> Work request
Exact transcription of the following records is needed, with every picture dropped.

+++++

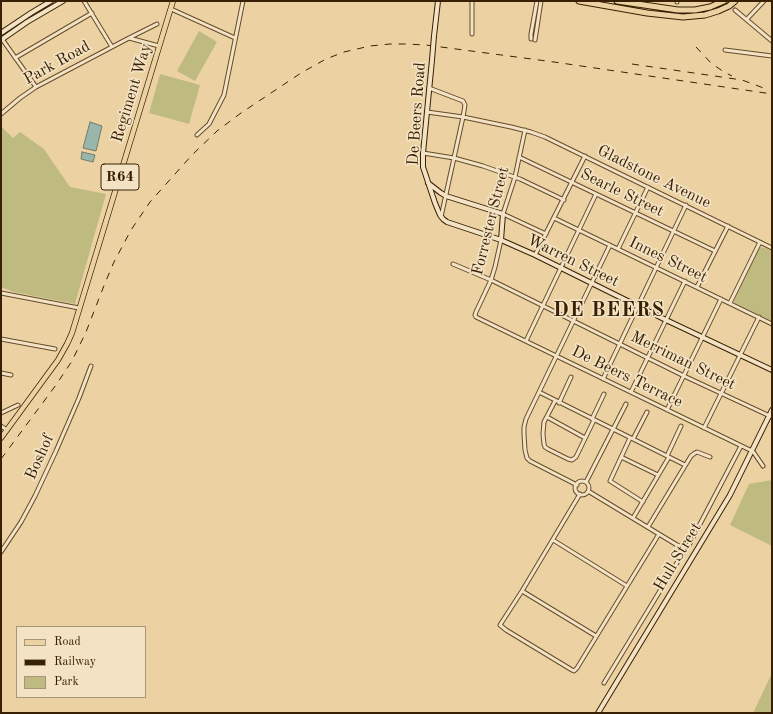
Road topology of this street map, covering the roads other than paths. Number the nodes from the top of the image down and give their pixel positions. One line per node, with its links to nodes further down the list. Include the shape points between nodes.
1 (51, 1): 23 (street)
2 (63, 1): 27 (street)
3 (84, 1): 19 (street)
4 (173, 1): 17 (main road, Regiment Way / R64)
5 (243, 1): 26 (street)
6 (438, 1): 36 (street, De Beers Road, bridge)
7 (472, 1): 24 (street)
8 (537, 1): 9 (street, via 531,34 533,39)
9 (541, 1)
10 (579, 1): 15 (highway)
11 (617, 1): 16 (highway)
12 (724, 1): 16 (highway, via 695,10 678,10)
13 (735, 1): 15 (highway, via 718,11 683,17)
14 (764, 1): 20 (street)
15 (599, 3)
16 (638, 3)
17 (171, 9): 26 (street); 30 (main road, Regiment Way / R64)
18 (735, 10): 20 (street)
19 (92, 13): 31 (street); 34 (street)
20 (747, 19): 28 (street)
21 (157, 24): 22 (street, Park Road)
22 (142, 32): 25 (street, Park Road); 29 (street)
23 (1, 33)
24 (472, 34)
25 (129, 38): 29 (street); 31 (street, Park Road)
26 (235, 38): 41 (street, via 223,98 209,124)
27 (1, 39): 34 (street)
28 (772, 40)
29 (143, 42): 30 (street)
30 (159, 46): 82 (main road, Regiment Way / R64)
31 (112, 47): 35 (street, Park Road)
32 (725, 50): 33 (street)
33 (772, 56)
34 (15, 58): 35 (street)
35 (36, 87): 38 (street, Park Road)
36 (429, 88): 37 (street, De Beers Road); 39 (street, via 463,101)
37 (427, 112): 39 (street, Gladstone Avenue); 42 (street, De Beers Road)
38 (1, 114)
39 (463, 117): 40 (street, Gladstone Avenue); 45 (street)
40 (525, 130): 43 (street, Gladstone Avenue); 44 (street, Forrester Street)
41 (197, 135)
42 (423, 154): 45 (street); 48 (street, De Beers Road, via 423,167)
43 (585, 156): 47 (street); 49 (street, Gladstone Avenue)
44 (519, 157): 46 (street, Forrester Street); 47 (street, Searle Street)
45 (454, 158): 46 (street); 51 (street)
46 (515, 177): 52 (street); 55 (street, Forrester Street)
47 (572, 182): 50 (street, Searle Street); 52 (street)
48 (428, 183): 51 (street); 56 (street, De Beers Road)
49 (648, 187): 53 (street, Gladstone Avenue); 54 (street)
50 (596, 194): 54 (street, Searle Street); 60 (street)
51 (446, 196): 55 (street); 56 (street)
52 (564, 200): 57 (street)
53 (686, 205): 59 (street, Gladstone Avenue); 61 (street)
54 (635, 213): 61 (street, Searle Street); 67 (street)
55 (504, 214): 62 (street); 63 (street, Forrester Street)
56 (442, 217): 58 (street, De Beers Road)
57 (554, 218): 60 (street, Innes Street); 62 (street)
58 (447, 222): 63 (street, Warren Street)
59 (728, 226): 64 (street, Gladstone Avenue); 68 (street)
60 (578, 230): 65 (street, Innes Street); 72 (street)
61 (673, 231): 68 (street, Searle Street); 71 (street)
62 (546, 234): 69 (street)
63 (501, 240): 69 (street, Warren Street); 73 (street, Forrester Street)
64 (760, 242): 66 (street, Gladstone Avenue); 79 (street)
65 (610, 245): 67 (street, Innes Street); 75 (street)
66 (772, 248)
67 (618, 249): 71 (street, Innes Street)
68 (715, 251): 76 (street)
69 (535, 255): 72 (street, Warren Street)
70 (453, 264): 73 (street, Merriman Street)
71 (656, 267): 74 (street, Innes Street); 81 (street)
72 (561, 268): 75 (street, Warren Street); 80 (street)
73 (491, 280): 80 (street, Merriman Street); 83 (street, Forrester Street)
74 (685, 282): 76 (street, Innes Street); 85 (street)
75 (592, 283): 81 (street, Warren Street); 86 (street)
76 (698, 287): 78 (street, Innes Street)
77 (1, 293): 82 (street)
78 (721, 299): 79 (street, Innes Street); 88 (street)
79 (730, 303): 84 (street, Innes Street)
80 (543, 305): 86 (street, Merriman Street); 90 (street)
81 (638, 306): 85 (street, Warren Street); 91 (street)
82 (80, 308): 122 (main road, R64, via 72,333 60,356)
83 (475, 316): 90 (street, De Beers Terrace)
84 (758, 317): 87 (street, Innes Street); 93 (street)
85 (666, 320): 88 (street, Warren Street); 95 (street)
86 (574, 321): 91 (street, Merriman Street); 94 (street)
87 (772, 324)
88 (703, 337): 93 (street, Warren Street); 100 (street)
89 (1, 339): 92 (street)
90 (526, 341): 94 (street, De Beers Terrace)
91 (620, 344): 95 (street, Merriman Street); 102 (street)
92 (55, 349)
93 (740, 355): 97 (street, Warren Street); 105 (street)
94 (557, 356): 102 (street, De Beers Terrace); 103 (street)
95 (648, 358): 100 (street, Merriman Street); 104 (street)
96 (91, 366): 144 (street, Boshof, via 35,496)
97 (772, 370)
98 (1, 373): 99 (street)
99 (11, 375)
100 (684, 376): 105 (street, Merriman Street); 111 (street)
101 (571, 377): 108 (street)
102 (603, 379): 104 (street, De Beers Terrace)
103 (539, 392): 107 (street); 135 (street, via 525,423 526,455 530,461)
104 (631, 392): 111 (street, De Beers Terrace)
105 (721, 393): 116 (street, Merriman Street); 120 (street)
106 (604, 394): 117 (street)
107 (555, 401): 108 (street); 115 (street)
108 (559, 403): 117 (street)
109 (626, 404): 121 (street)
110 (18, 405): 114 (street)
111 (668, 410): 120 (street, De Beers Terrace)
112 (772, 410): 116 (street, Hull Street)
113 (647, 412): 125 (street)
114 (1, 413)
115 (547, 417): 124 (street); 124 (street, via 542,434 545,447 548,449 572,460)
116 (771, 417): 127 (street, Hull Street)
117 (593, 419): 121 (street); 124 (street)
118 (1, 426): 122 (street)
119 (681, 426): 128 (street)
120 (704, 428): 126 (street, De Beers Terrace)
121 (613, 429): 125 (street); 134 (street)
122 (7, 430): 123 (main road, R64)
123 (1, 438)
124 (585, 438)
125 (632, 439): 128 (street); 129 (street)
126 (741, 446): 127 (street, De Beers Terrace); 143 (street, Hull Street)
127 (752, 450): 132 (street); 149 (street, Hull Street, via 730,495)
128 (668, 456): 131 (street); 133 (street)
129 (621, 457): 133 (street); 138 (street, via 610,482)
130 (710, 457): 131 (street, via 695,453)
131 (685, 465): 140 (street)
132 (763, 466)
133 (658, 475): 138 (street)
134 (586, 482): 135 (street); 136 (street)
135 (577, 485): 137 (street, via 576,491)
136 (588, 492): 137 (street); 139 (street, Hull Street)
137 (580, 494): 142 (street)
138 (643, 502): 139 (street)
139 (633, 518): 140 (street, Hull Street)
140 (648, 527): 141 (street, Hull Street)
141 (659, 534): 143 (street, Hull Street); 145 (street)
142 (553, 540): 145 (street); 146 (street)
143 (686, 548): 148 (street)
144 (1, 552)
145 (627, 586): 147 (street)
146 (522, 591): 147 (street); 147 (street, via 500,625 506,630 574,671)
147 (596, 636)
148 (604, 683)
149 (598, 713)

+++++

> Result of the task
Road topology of this street map, covering the roads other than paths. Number the nodes from the top of the image down and give their pixel positions. One line per node, with its links to nodes further down the list. Include the shape points between nodes.
1 (51, 1): 23 (street)
2 (63, 1): 27 (street)
3 (84, 1): 19 (street)
4 (173, 1): 17 (main road, Regiment Way / R64)
5 (243, 1): 26 (street)
6 (438, 1): 36 (street, De Beers Road, bridge)
7 (472, 1): 24 (street)
8 (537, 1): 9 (street, via 531,34 533,39)
9 (541, 1)
10 (579, 1): 15 (highway)
11 (617, 1): 16 (highway)
12 (724, 1): 16 (highway, via 695,10 678,10)
13 (735, 1): 15 (highway, via 718,11 683,17)
14 (764, 1): 20 (street)
15 (599, 3)
16 (638, 3)
17 (171, 9): 26 (street); 30 (main road, Regiment Way / R64)
18 (735, 10): 20 (street)
19 (92, 13): 31 (street); 34 (street)
20 (747, 19): 28 (street)
21 (157, 24): 22 (street, Park Road)
22 (142, 32): 25 (street, Park Road); 29 (street)
23 (1, 33)
24 (472, 34)
25 (129, 38): 29 (street); 31 (street, Park Road)
26 (235, 38): 41 (street, via 223,98 209,124)
27 (1, 39): 34 (street)
28 (772, 40)
29 (143, 42): 30 (street)
30 (159, 46): 82 (main road, Regiment Way / R64)
31 (112, 47): 35 (street, Park Road)
32 (725, 50): 33 (street)
33 (772, 56)
34 (15, 58): 35 (street)
35 (36, 87): 38 (street, Park Road)
36 (429, 88): 37 (street, De Beers Road); 39 (street, via 463,101)
37 (427, 112): 39 (street, Gladstone Avenue); 42 (street, De Beers Road)
38 (1, 114)
39 (463, 117): 40 (street, Gladstone Avenue); 45 (street)
40 (525, 130): 43 (street, Gladstone Avenue); 44 (street, Forrester Street)
41 (197, 135)
42 (423, 154): 45 (street); 48 (street, De Beers Road, via 423,167)
43 (585, 156): 47 (street); 49 (street, Gladstone Avenue)
44 (519, 157): 46 (street, Forrester Street); 47 (street, Searle Street)
45 (454, 158): 46 (street); 51 (street)
46 (515, 177): 52 (street); 55 (street, Forrester Street)
47 (572, 182): 50 (street, Searle Street); 52 (street)
48 (428, 183): 51 (street); 56 (street, De Beers Road)
49 (648, 187): 53 (street, Gladstone Avenue); 54 (street)
50 (596, 194): 54 (street, Searle Street); 60 (street)
51 (446, 196): 55 (street); 56 (street)
52 (564, 200): 57 (street)
53 (686, 205): 59 (street, Gladstone Avenue); 61 (street)
54 (635, 213): 61 (street, Searle Street); 67 (street)
55 (504, 214): 62 (street); 63 (street, Forrester Street)
56 (442, 217): 58 (street, De Beers Road)
57 (554, 218): 60 (street, Innes Street); 62 (street)
58 (447, 222): 63 (street, Warren Street)
59 (728, 226): 64 (street, Gladstone Avenue); 68 (street)
60 (578, 230): 65 (street, Innes Street); 72 (street)
61 (673, 231): 68 (street, Searle Street); 71 (street)
62 (546, 234): 69 (street)
63 (501, 240): 69 (street, Warren Street); 73 (street, Forrester Street)
64 (760, 242): 66 (street, Gladstone Avenue); 79 (street)
65 (610, 245): 67 (street, Innes Street); 75 (street)
66 (772, 248)
67 (618, 249): 71 (street, Innes Street)
68 (715, 251): 76 (street)
69 (535, 255): 72 (street, Warren Street)
70 (453, 264): 73 (street, Merriman Street)
71 (656, 267): 74 (street, Innes Street); 81 (street)
72 (561, 268): 75 (street, Warren Street); 80 (street)
73 (491, 280): 80 (street, Merriman Street); 83 (street, Forrester Street)
74 (685, 282): 76 (street, Innes Street); 85 (street)
75 (592, 283): 81 (street, Warren Street); 86 (street)
76 (698, 287): 78 (street, Innes Street)
77 (1, 293): 82 (street)
78 (721, 299): 79 (street, Innes Street); 88 (street)
79 (730, 303): 84 (street, Innes Street)
80 (543, 305): 86 (street, Merriman Street); 90 (street)
81 (638, 306): 85 (street, Warren Street); 91 (street)
82 (80, 308): 122 (main road, R64, via 72,333 60,356)
83 (475, 316): 90 (street, De Beers Terrace)
84 (758, 317): 87 (street, Innes Street); 93 (street)
85 (666, 320): 88 (street, Warren Street); 95 (street)
86 (574, 321): 91 (street, Merriman Street); 94 (street)
87 (772, 324)
88 (703, 337): 93 (street, Warren Street); 100 (street)
89 (1, 339): 92 (street)
90 (526, 341): 94 (street, De Beers Terrace)
91 (620, 344): 95 (street, Merriman Street); 102 (street)
92 (55, 349)
93 (740, 355): 97 (street, Warren Street); 105 (street)
94 (557, 356): 102 (street, De Beers Terrace); 103 (street)
95 (648, 358): 100 (street, Merriman Street); 104 (street)
96 (91, 366): 144 (street, Boshof, via 35,496)
97 (772, 370)
98 (1, 373): 99 (street)
99 (11, 375)
100 (684, 376): 105 (street, Merriman Street); 111 (street)
101 (571, 377): 108 (street)
102 (603, 379): 104 (street, De Beers Terrace)
103 (539, 392): 107 (street); 135 (street, via 525,423 526,455 530,461)
104 (631, 392): 111 (street, De Beers Terrace)
105 (721, 393): 116 (street, Merriman Street); 120 (street)
106 (604, 394): 117 (street)
107 (555, 401): 108 (street); 115 (street)
108 (559, 403): 117 (street)
109 (626, 404): 121 (street)
110 (18, 405): 114 (street)
111 (668, 410): 120 (street, De Beers Terrace)
112 (772, 410): 116 (street, Hull Street)
113 (647, 412): 125 (street)
114 (1, 413)
115 (547, 417): 124 (street); 124 (street, via 542,434 545,447 548,449 572,460)
116 (771, 417): 127 (street, Hull Street)
117 (593, 419): 121 (street); 124 (street)
118 (1, 426): 122 (street)
119 (681, 426): 128 (street)
120 (704, 428): 126 (street, De Beers Terrace)
121 (613, 429): 125 (street); 134 (street)
122 (7, 430): 123 (main road, R64)
123 (1, 438)
124 (585, 438)
125 (632, 439): 128 (street); 129 (street)
126 (741, 446): 127 (street, De Beers Terrace); 143 (street, Hull Street)
127 (752, 450): 132 (street); 149 (street, Hull Street, via 730,495)
128 (668, 456): 131 (street); 133 (street)
129 (621, 457): 133 (street); 138 (street, via 610,482)
130 (710, 457): 131 (street, via 695,453)
131 (685, 465): 140 (street)
132 (763, 466)
133 (658, 475): 138 (street)
134 (586, 482): 135 (street); 136 (street)
135 (577, 485): 137 (street, via 576,491)
136 (588, 492): 137 (street); 139 (street, Hull Street)
137 (580, 494): 142 (street)
138 (643, 502): 139 (street)
139 (633, 518): 140 (street, Hull Street)
140 (648, 527): 141 (street, Hull Street)
141 (659, 534): 143 (street, Hull Street); 145 (street)
142 (553, 540): 145 (street); 146 (street)
143 (686, 548): 148 (street)
144 (1, 552)
145 (627, 586): 147 (street)
146 (522, 591): 147 (street); 147 (street, via 500,625 506,630 574,671)
147 (596, 636)
148 (604, 683)
149 (598, 713)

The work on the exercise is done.